Brad Singletary (41:45):
That’s perfect, man, that, and that’s the people that are kind of fo alpha, the fake alphas. That’s the part they’re missing. They’re there, they’re pretending they’re trying to be flashy and showy and cocky and all that really is a mask for their inability to be vulnerable. So I’ve teach that a lot. I love that. You’re I love that you’re sharing that same message and that you’re living that way yourself. I mean, it’s clear that you’re, you’re, you’re an open book and I’m just really appreciate your time with this man. Bill. How do people get in touch with you, man, if they want to follow you on social media or get in touch with you about speaking engagements or those kinds of things, how do we reach you?

Bill Schuffenhauer (42:25):
Yeah, easiest way. I mean, obviously I’m all over social media, Facebook, Instagram, Twitter. But probably easiest is if you just go to my website, Olympian speeds.com. My, my, my actual personal cell, it doesn’t go to some random person. That’s my personal cell plus my email. So it’s easy to get ahold of me. Any of those ways

Brad Singletary (42:48):
We can post your cell number on there,

Bill Schuffenhauer (42:52):
That’s on the website anyways,

Brad Singletary (42:55):
Dude, see that now that’s vulnerability and now that’s access. You know, those are some of the things I just really appreciate your time. I know you’re a busy man. You’ve got, you know, you’ve got family, you’ve got responsibilities. You drove in all kinds of things in your, in your personal life and trying to grow and continue to reach new levels of, of you know, growth and accomplishment. And I really just appreciate your time. And you’re a member of our our Facebook group too. I’ve seen new commented on a couple of things there, I believe. Right? The alpha quorum tribe.
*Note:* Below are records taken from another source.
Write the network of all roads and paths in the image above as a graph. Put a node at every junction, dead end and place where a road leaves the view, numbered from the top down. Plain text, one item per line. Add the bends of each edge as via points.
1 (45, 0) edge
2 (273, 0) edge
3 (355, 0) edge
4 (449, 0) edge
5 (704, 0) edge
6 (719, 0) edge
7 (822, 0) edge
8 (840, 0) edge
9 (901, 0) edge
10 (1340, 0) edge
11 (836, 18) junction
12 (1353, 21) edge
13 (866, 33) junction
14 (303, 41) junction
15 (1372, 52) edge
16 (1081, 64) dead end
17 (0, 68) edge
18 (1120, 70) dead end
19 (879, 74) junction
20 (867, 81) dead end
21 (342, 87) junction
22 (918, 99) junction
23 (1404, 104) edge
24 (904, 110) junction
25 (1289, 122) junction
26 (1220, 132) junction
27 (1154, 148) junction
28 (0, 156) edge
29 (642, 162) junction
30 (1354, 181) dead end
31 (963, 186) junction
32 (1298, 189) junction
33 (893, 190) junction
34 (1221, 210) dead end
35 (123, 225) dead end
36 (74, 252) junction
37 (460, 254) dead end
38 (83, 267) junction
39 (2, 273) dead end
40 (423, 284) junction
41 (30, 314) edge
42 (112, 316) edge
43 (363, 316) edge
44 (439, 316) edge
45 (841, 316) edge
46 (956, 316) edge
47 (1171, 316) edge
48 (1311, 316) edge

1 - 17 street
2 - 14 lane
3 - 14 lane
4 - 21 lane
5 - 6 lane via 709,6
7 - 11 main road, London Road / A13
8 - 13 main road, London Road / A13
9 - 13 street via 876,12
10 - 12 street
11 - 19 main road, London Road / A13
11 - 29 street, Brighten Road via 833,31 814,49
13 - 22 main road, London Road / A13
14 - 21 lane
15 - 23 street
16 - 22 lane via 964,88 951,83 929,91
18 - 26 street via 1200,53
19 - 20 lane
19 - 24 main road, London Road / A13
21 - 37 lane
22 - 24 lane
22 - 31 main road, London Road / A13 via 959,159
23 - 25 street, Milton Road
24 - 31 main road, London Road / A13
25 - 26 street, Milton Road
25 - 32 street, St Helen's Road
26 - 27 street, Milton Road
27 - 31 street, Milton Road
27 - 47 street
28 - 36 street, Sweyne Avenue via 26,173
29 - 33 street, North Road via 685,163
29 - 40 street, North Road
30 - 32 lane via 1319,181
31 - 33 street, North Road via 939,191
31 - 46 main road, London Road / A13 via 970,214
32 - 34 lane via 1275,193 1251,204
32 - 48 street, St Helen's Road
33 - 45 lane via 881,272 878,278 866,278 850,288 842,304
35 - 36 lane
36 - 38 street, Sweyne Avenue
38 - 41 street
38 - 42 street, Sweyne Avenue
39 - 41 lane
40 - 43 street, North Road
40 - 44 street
Bill Schuffenhauer (43:25):
Yes, sir. Yeah. I mean, if people, you know, if people can get ahold of me on there and they just want to ask questions I’m an open book, man. If there’s anything I can do to help anyone out there with something they’re going through or questions they have, you know, just, just ask. That’s why I always tell people I don’t hold it in and just ask because more than likely at some point in time in my life, I’ve either experienced something similar or have gone through exactly what they’re dealing with.

Brad Singletary (43:50):
Yeah. I love that you share that. It gives other men the confidence to share it. And what an inspiration bill. Thank you again, man. And I look forward to, you know, I want to share this with you. I’ll I’ll edit this and clean it up and we’ll get all your, your notes and everything, the you know, your social media tags and everything. And just really appreciate what the San Diego shirt, man, I’ll, I’ll get your address later, but I’ll send you a, an alpha quorum shirt or maybe get some hats or some swag, you know, I know you’ve had, I know you’ve worn a lot cooler things before, like a silver medal around your neck, but I can send you a T I will send you a tee shirt for being our first big time guest here, man. Thank you so much again and

Bill Schuffenhauer (44:32):
Yeah, no, I appreciate it. Thanks Brad. Thank you to all the listeners really appreciate it. You know, being a part of this group and just being able to do my piece of the puzzle. Gentlemen, you are the alpha and this is the alpha quorum.